_DATA LISTING_
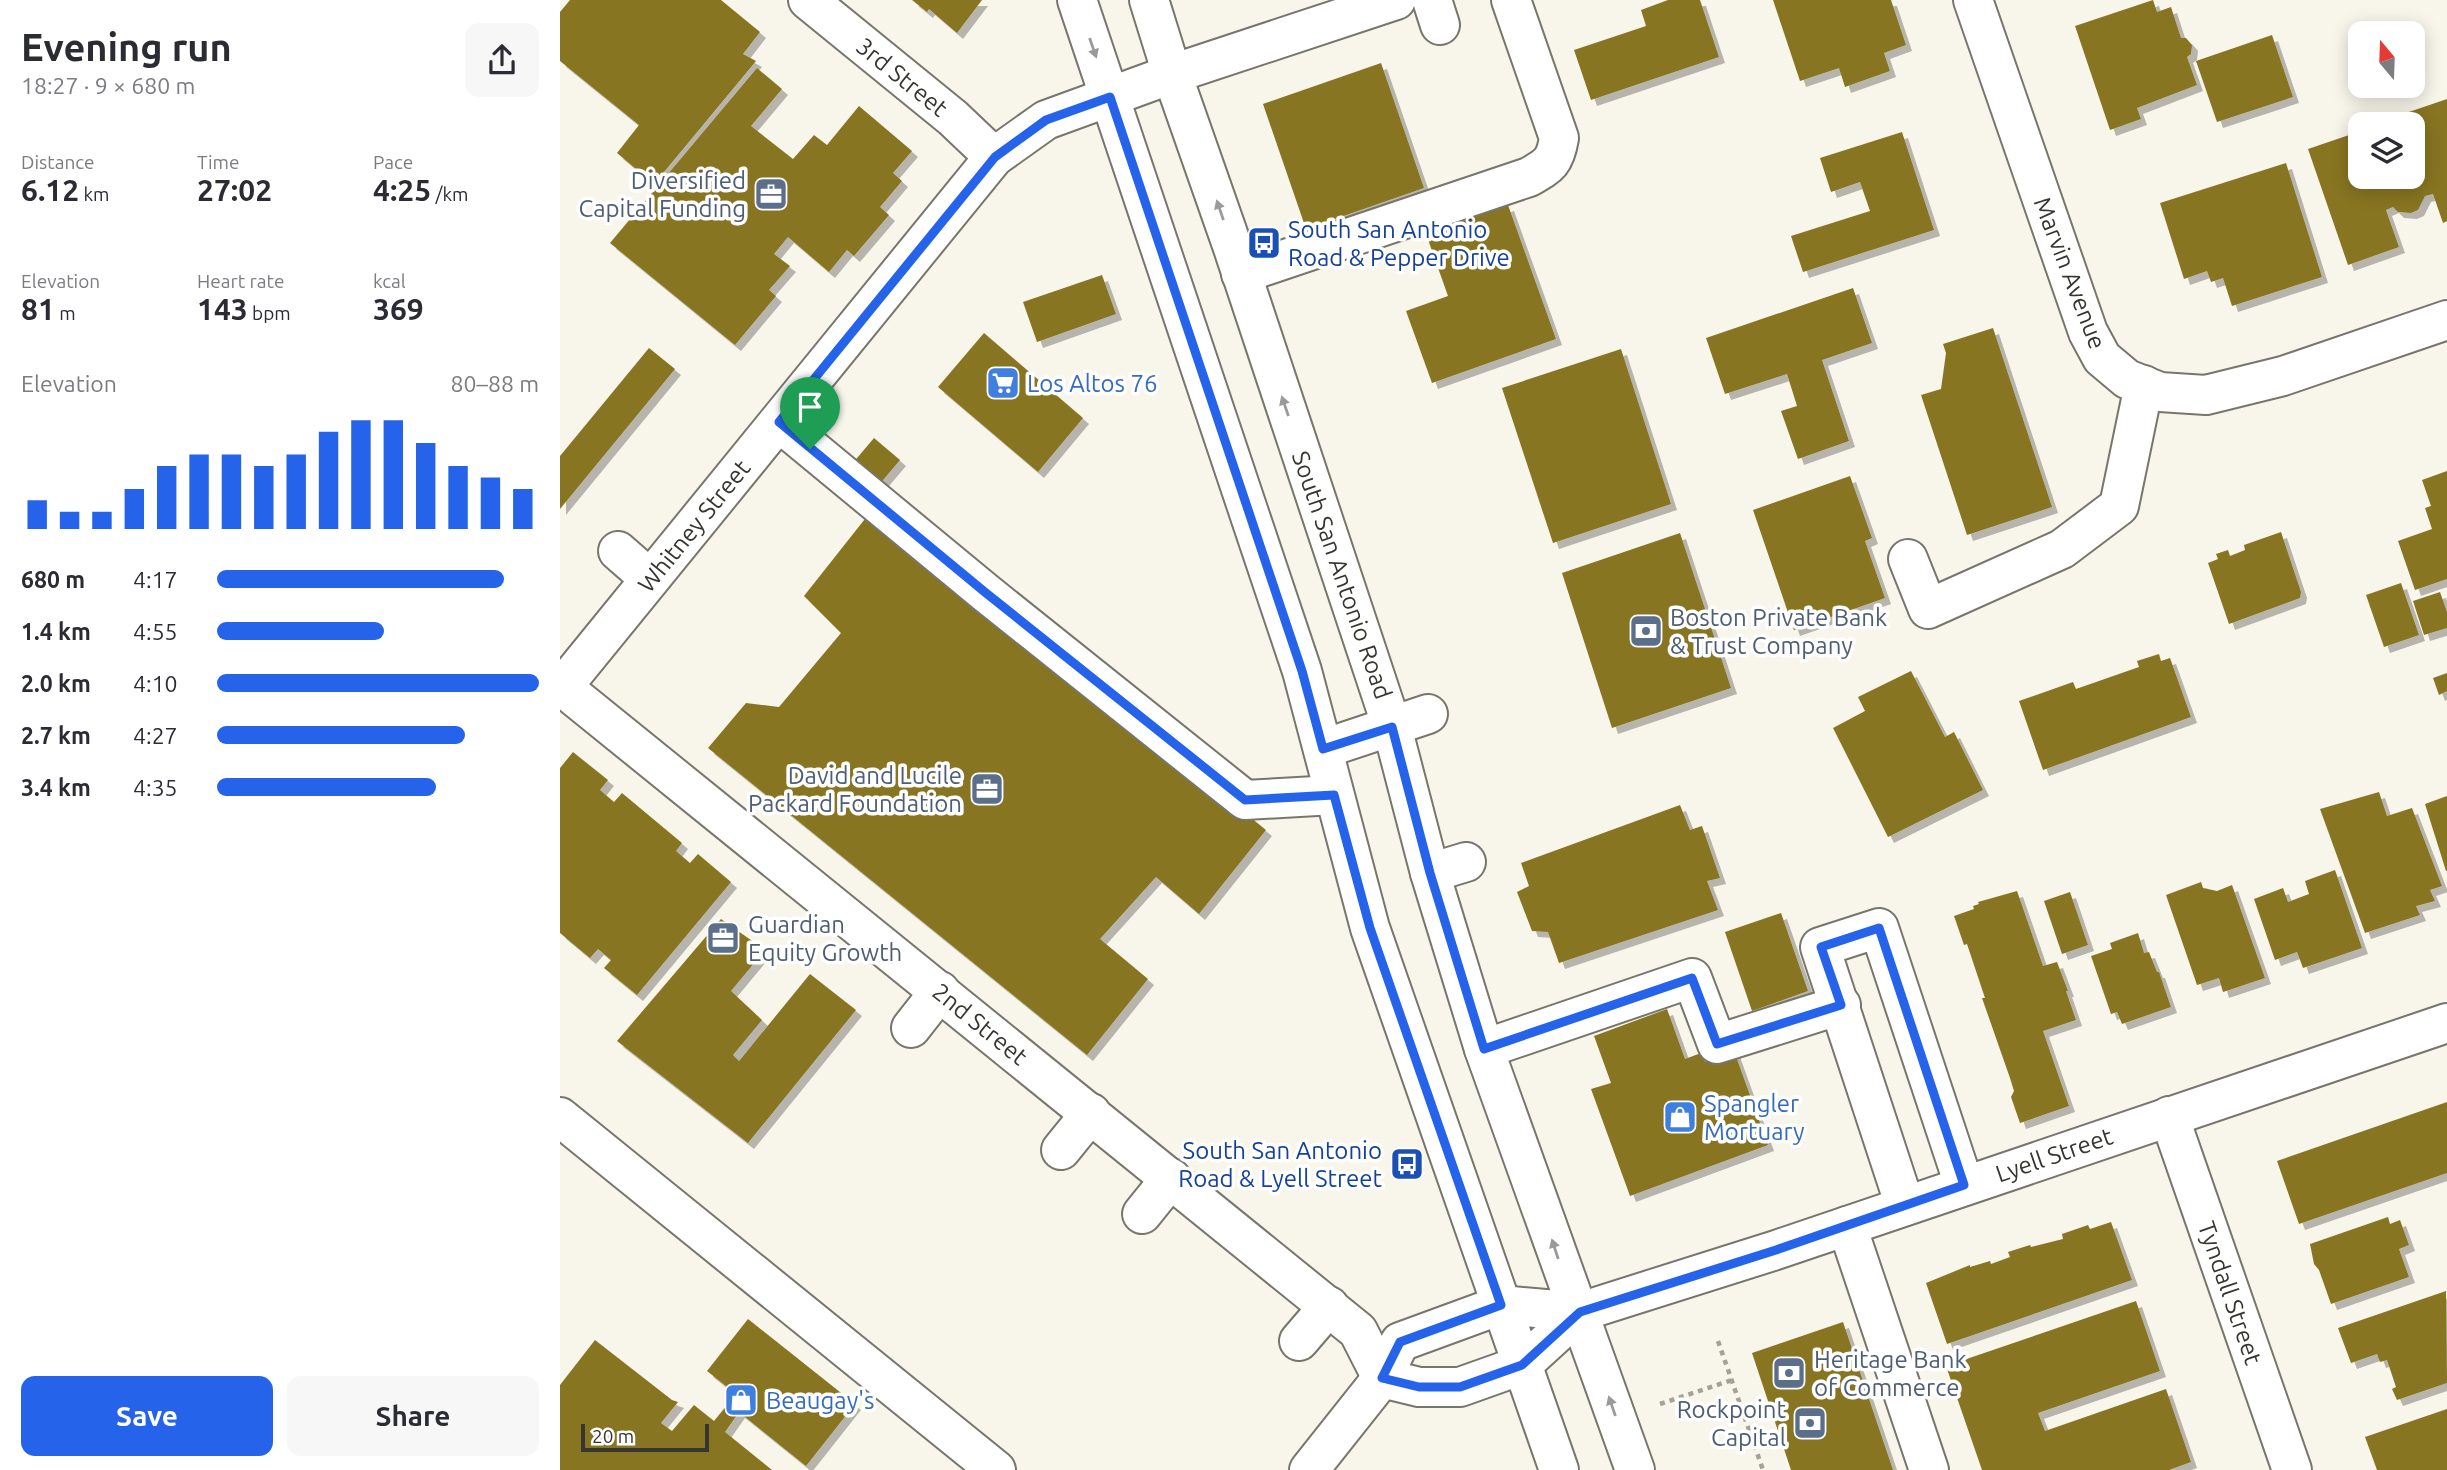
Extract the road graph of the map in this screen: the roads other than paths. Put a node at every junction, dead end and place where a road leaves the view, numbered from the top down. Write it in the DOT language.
graph roads {
  1 [pos="808,0"];
  2 [pos="1077,0"];
  3 [pos="1149,0"];
  4 [pos="1396,0"];
  5 [pos="1511,0"];
  6 [pos="1973,0"];
  7 [pos="1172,74"];
  8 [pos="1110,97"];
  9 [pos="995,157"];
  10 [pos="1241,274"];
  11 [pos="2447,320"];
  12 [pos="2144,385"];
  13 [pos="779,422"];
  14 [pos="618,551"];
  15 [pos="1908,559"];
  16 [pos="650,579"];
  17 [pos="561,688"];
  18 [pos="1428,714"];
  19 [pos="1392,727"];
  20 [pos="1323,749"];
  21 [pos="1334,795"];
  22 [pos="1466,862"];
  23 [pos="1430,873"];
  24 [pos="940,992"];
  25 [pos="1841,1005"];
  26 [pos="2447,1023"];
  27 [pos="911,1028"];
  28 [pos="1484,1049"];
  29 [pos="1091,1114"];
  30 [pos="2169,1116"];
  31 [pos="560,1117"];
  32 [pos="1061,1150"];
  33 [pos="1171,1178"];
  34 [pos="1964,1185"];
  35 [pos="1905,1206"];
  36 [pos="1142,1214"];
  37 [pos="1847,1226"];
  38 [pos="1501,1305"];
  39 [pos="1329,1306"];
  40 [pos="1580,1312"];
  41 [pos="1299,1341"];
  42 [pos="1522,1365"];
  43 [pos="1382,1378"];
  44 [pos="996,1470"];
  45 [pos="1309,1470"];
  46 [pos="1559,1470"];
  47 [pos="1634,1470"];
  48 [pos="1929,1470"];
  49 [pos="2292,1470"];
  1 -- 9 [label="street, 3rd Street"];
  2 -- 8 [label="street, one-way"];
  3 -- 7 [label="street, South San Antonio Road"];
  4 -- 7 [label="street, Whitney Street"];
  5 -- 10 [label="street"];
  6 -- 12 [label="street, Marvin Avenue"];
  7 -- 8 [label="street, Whitney Street"];
  10 -- 7 [label="street, South San Antonio Road, one-way"];
  8 -- 9 [label="street, Whitney Street"];
  8 -- 20 [label="street"];
  9 -- 13 [label="street, Whitney Street"];
  19 -- 10 [label="street, South San Antonio Road, one-way"];
  11 -- 12 [label="street, Marvin Avenue"];
  12 -- 15 [label="street"];
  13 -- 16 [label="street, Whitney Street"];
  13 -- 21 [label="street"];
  14 -- 16 [label="street"];
  16 -- 17 [label="street, Whitney Street"];
  17 -- 24 [label="street, 2nd Street"];
  18 -- 19 [label="street"];
  19 -- 20 [label="street"];
  19 -- 23 [label="street, South San Antonio Road"];
  20 -- 21 [label="street"];
  21 -- 38 [label="street"];
  22 -- 23 [label="street"];
  23 -- 28 [label="street, South San Antonio Road"];
  24 -- 27 [label="street"];
  24 -- 29 [label="street, 2nd Street"];
  25 -- 28 [label="street"];
  25 -- 34 [label="street"];
  25 -- 35 [label="street"];
  26 -- 30 [label="street, Lyell Street"];
  40 -- 28 [label="street, South San Antonio Road, one-way"];
  29 -- 32 [label="street"];
  29 -- 33 [label="street, 2nd Street"];
  30 -- 34 [label="street, Lyell Street"];
  30 -- 49 [label="street, Tyndall Street"];
  31 -- 44 [label="street"];
  33 -- 36 [label="street"];
  33 -- 39 [label="street, 2nd Street"];
  34 -- 35 [label="street, Lyell Street"];
  35 -- 37 [label="street, Lyell Street"];
  37 -- 40 [label="street, Lyell Street"];
  37 -- 48 [label="street"];
  38 -- 40 [label="street, Lyell Street"];
  38 -- 42 [label="street"];
  38 -- 43 [label="street, Lyell Street"];
  39 -- 41 [label="street"];
  39 -- 43 [label="street, 2nd Street"];
  40 -- 42 [label="street, Lyell Street"];
  47 -- 40 [label="street, South San Antonio Road, one-way"];
  42 -- 43 [label="street, Lyell Street"];
  42 -- 46 [label="street"];
  43 -- 45 [label="street, Lyell Street"];
}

_TASK ITEM_
The count of lines in the records above holding the word "Marvin" should be reported as a number, with nothing added.

_SOLVED EXERCISE_
2